Наш Бог был олимпийский языческий Старец. Бог Бытия. Великолепный, тщательный творец. Любитель бессмыслицы и абсурда. Более озабоченный безграничными просторами космоса, чем мелочами нашей Земли, планеты, не имеющей собственного света. Для этого величавого Старца искупление грехов людей, наверно, было причудой его гуманного сына.
Моя мать не колеблясь повторяла одну фразу деда Веры Грозного: «Есть Бог для спасения огородниц, садовников, грубиянов и шлюх, и есть Бог для господ».
Педро де Вера не допускал Распятого на Канарские острова. Он вывез туда только Бога грозного, более подходящего для Короны. Я вырос, слушая истории подвигов деда. Говорили, что он приказывал подвешивать касиков гуанчей[6] за уши и за большие пальцы на раскаленной стене крепости. Они долго умирали, пока не превращались в просоленные мешки с костями, обдуваемые ветром Атлантического океана и исклеванные стервятниками. На Канарских островах образовали Атлантическую империю, которой ныне гордится наш новый король[7], империю, где, как было им остроумно сказано, никогда не заходит солнце. Мой дед указал путь на Канарские острова, по которому последовал генуэзец[8] и его братья, и Кортес, и братья Писарро, и все прочие. Так же, как на Канарские острова, в Америку прибыл только Бог господ. Единственный крест, блиставший там, был крест рукоятки толедских мечей.
Альвар Нуньес Кабеса де Вака.
Вечно терпевший кораблекрушения, неудачливый паломник, путник. Я уже стар, а все еще не знаю, на чьей я стороне — Бога или Дьявола. Годы, пожалуй, все больше отдаляют нас от мудрости.

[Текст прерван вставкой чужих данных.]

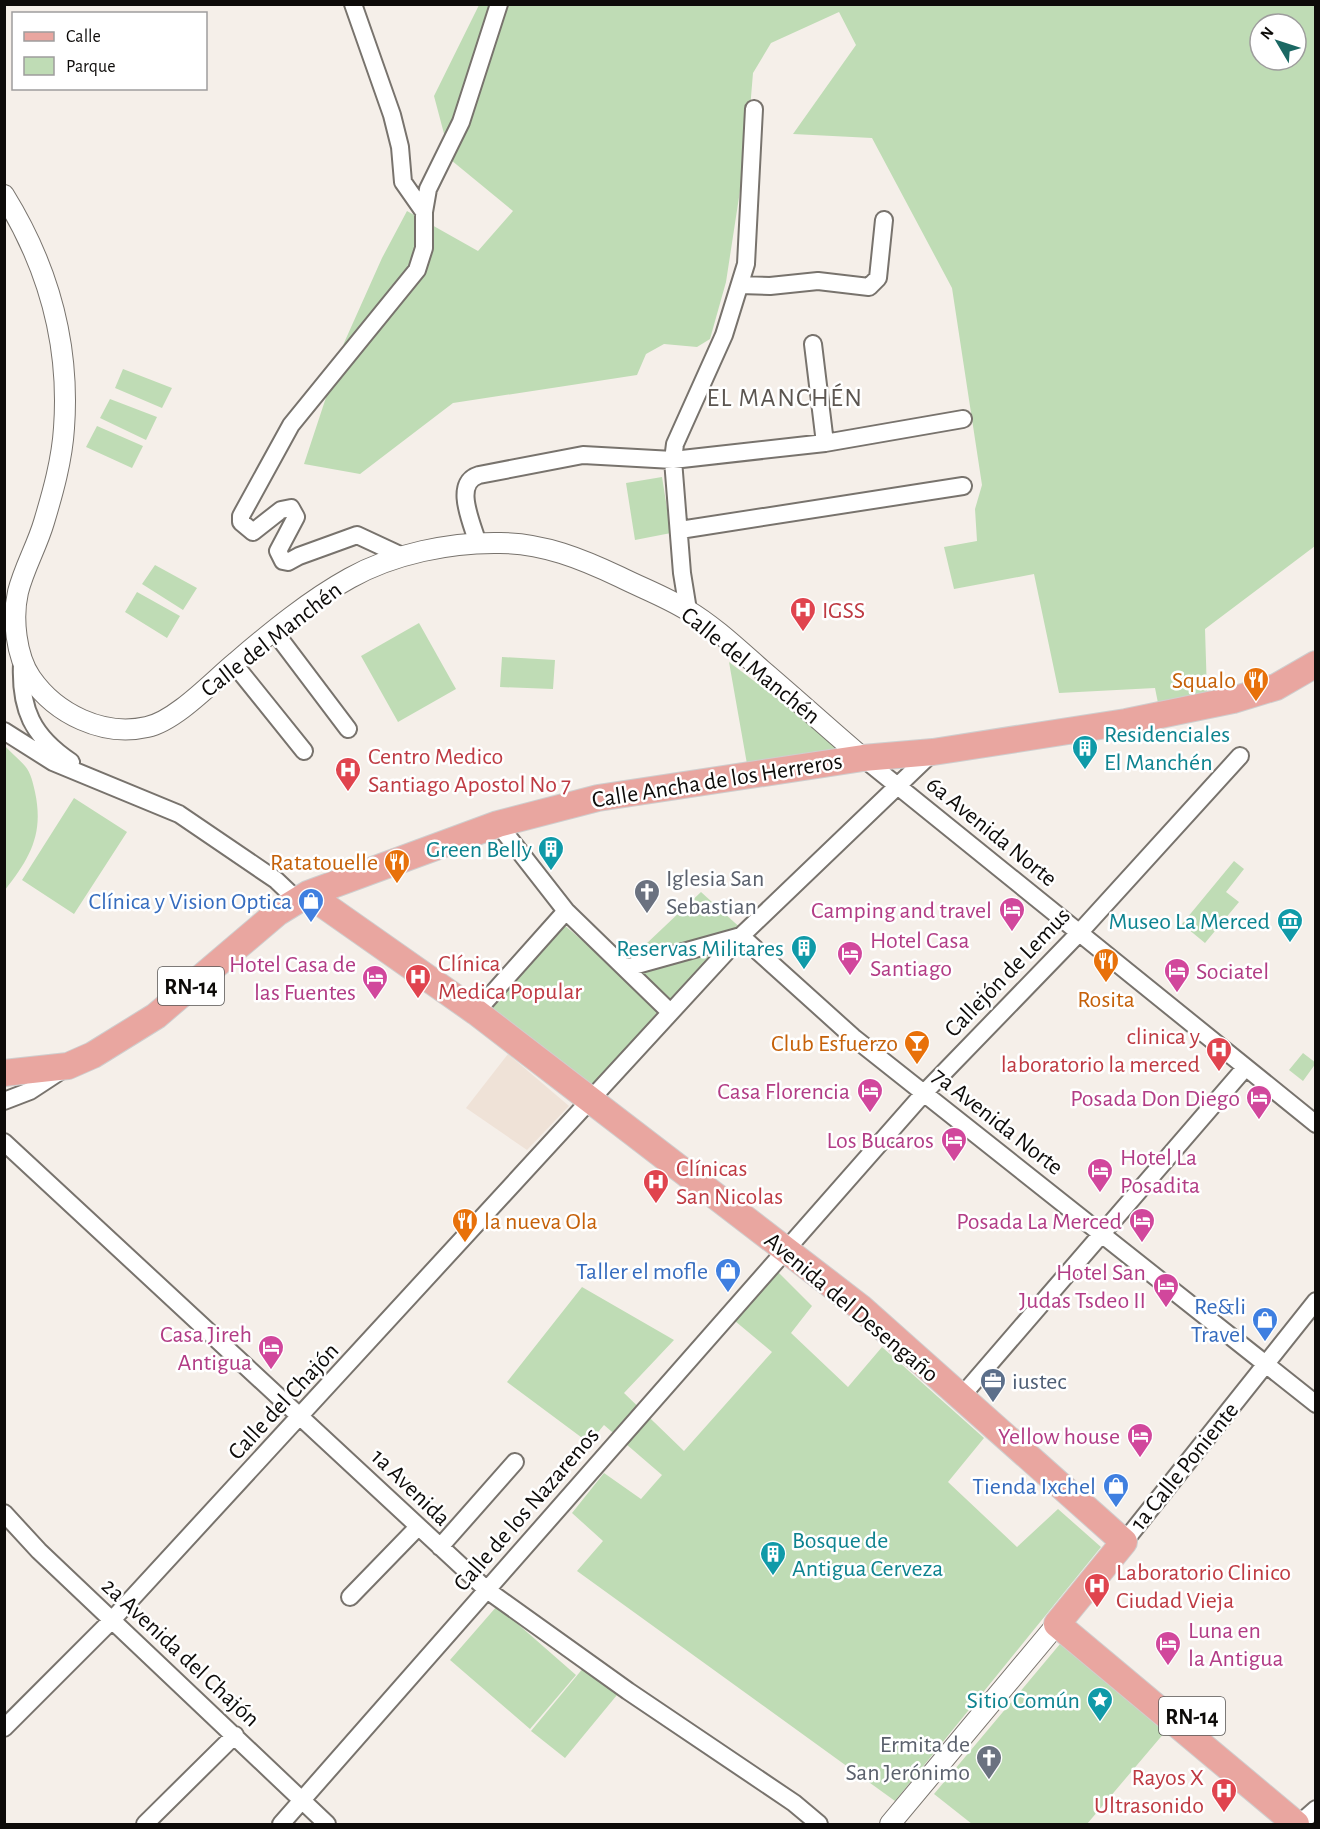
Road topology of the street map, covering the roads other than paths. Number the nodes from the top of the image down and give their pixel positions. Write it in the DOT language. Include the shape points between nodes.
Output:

Кое-что из этих мыслей я попытался объяснить очаровательной Лусинде. Ее любопытство к моему прошлому в конце концов разожгло интерес к нему у меня самого, и я погрузился в самую глубину своей души, как бы желая раз и навсегда найти себя. (Теперь, когда уже так поздно. Мне шестьдесят семь лет, и иногда мое «я» куда-то отдаляется от меня. Я с трудом вспоминаю себя — кем был Альвар Нуньес в те далекие времена?)
…
КРАСАВИЦА ЛУСИНДА, вот кто встретил меня, когда я пришел в новую библиотеку в Башне Фадрике. Гораздо приятнее было увидеть там ее лицо, чем брюхо каноника. В городе это был день переполоха — прибыли по Гвадалквивиру галеоны, и Золотую Башню[9] окружили охранники. То был знак, что из Америки прибыло единственное, что интересует наших восторженных простаков. Народ воспринимает золото Короны как собственное богатство. Люди громко разговаривают, смеются. Им видится в золоте надежное завтра, будущее их детей. Пора величайшей глупости. Испания не может переварить награбленное золото: ритуальные маски, тазики, фигурки неведомых богов, священные чаши, ожерелья принцесс, измученных и проданных, как шлюхи, солдатне. Что-то гибельное есть в этом всем, и мне думается, что у нового короля, чей портрет я недавно видел водруженным над входом в Торговую палату, есть в лице что-то траурное, роковое. Почему эти австрийские короли[10] все такие грустные? Похоже, будто им угрожает неминуемая катастрофа, горькое безумие.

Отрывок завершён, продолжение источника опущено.